WHAT IS BEING ASKED
Leave the pictures out and repeat the rest of the data below exactly.

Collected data
◆ ◆ ◆ ◆ ◆ ◆ ◆
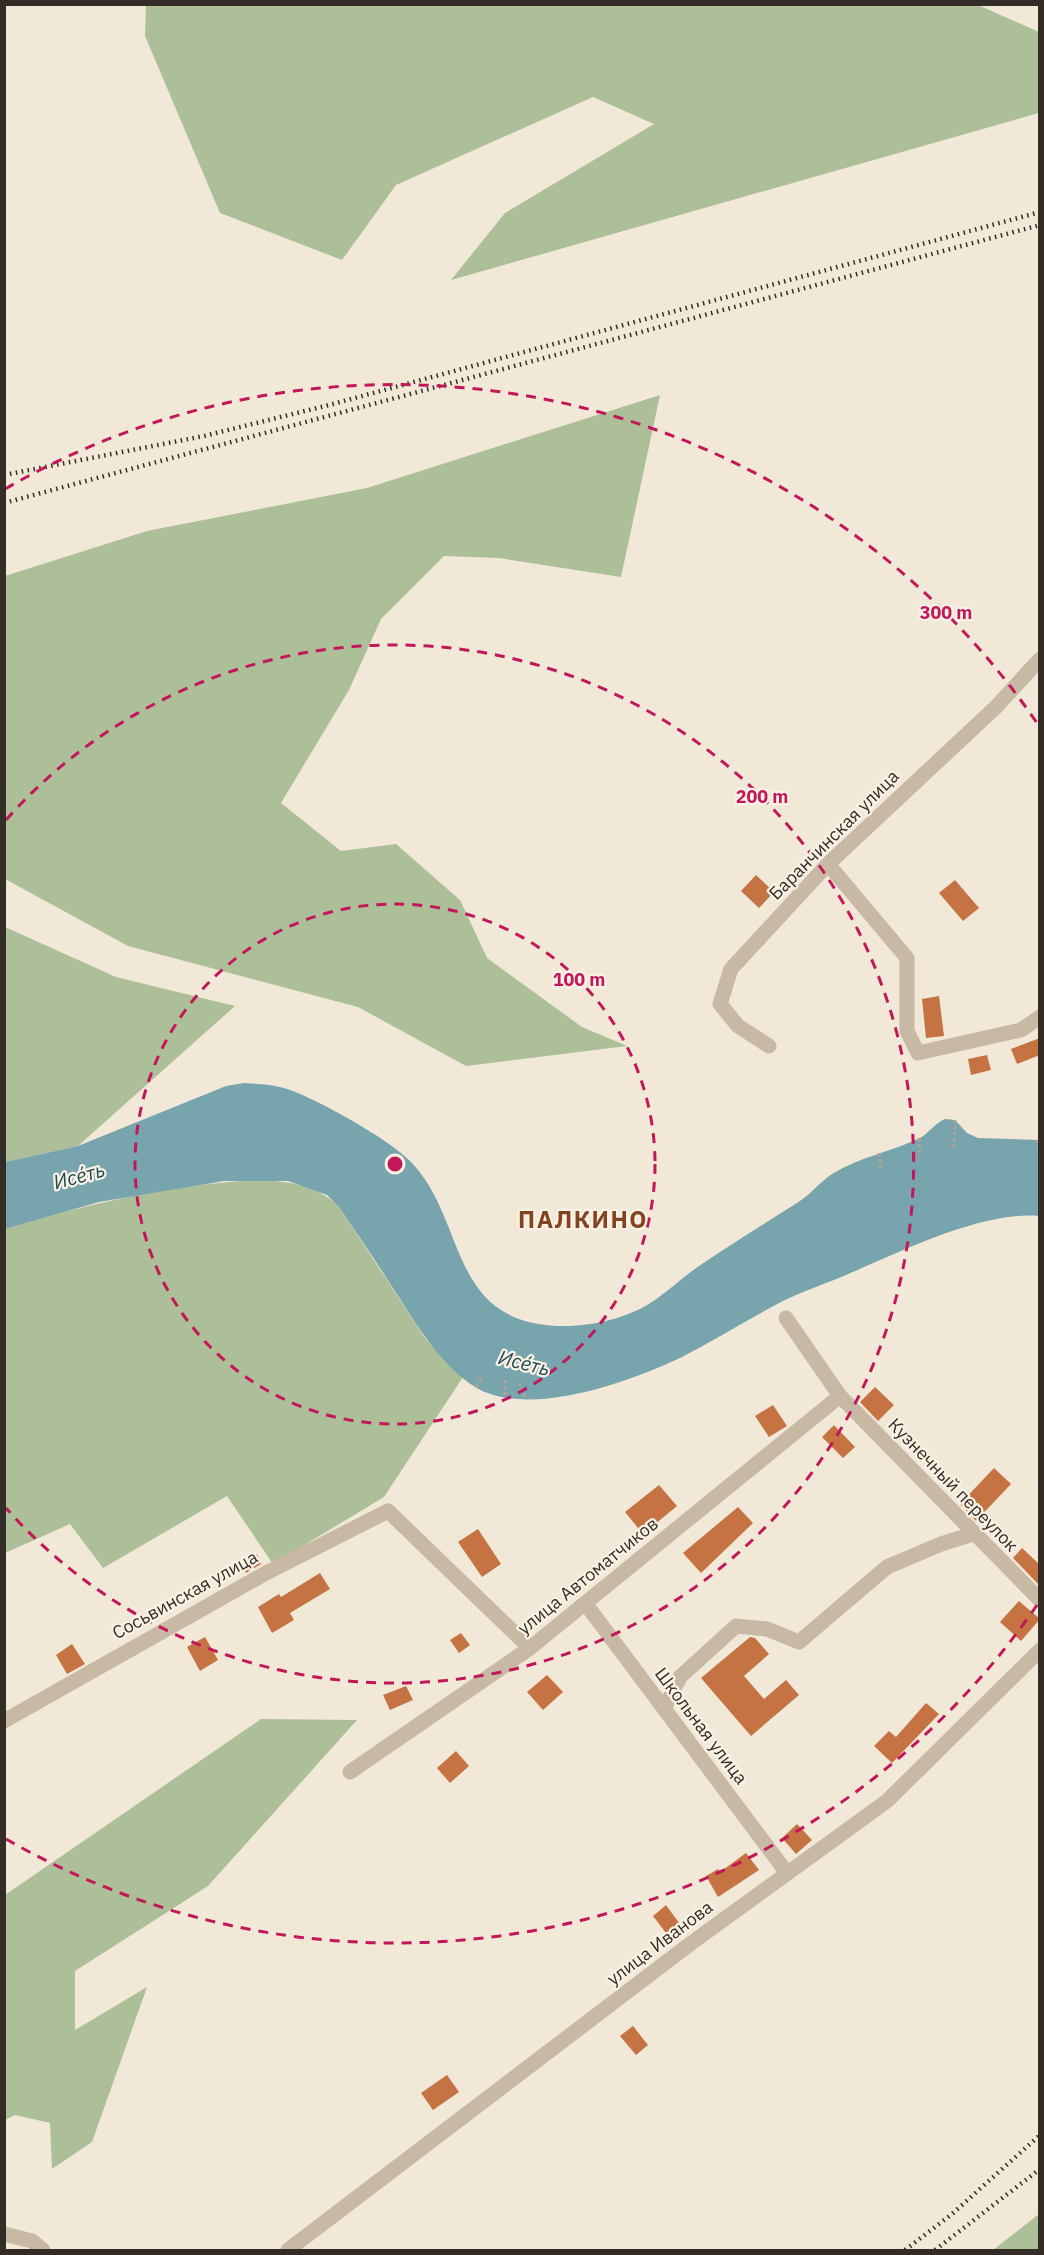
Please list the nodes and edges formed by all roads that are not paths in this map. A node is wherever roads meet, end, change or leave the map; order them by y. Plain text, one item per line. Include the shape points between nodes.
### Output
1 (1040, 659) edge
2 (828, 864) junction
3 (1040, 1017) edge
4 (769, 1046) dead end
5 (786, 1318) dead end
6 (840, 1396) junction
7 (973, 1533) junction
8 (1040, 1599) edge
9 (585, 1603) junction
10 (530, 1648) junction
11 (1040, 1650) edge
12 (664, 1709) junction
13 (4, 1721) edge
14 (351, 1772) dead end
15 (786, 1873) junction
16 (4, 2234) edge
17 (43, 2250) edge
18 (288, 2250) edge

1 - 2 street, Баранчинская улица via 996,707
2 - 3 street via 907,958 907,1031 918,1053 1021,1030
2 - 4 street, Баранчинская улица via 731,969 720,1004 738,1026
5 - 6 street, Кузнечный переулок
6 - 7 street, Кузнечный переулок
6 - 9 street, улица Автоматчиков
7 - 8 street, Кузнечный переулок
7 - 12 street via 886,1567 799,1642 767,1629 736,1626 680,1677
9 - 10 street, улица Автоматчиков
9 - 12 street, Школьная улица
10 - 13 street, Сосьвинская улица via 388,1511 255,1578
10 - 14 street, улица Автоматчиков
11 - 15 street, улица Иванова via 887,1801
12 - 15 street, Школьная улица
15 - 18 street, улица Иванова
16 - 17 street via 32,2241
◆ ◆ ◆ ◆ ◆ ◆ ◆
ANSWER
Please list the nodes and edges formed by all roads that are not paths in this map. A node is wherever roads meet, end, change or leave the map; order them by y. Plain text, one item per line. Include the shape points between nodes.
### Output
1 (1040, 659) edge
2 (828, 864) junction
3 (1040, 1017) edge
4 (769, 1046) dead end
5 (786, 1318) dead end
6 (840, 1396) junction
7 (973, 1533) junction
8 (1040, 1599) edge
9 (585, 1603) junction
10 (530, 1648) junction
11 (1040, 1650) edge
12 (664, 1709) junction
13 (4, 1721) edge
14 (351, 1772) dead end
15 (786, 1873) junction
16 (4, 2234) edge
17 (43, 2250) edge
18 (288, 2250) edge

1 - 2 street, Баранчинская улица via 996,707
2 - 3 street via 907,958 907,1031 918,1053 1021,1030
2 - 4 street, Баранчинская улица via 731,969 720,1004 738,1026
5 - 6 street, Кузнечный переулок
6 - 7 street, Кузнечный переулок
6 - 9 street, улица Автоматчиков
7 - 8 street, Кузнечный переулок
7 - 12 street via 886,1567 799,1642 767,1629 736,1626 680,1677
9 - 10 street, улица Автоматчиков
9 - 12 street, Школьная улица
10 - 13 street, Сосьвинская улица via 388,1511 255,1578
10 - 14 street, улица Автоматчиков
11 - 15 street, улица Иванова via 887,1801
12 - 15 street, Школьная улица
15 - 18 street, улица Иванова
16 - 17 street via 32,2241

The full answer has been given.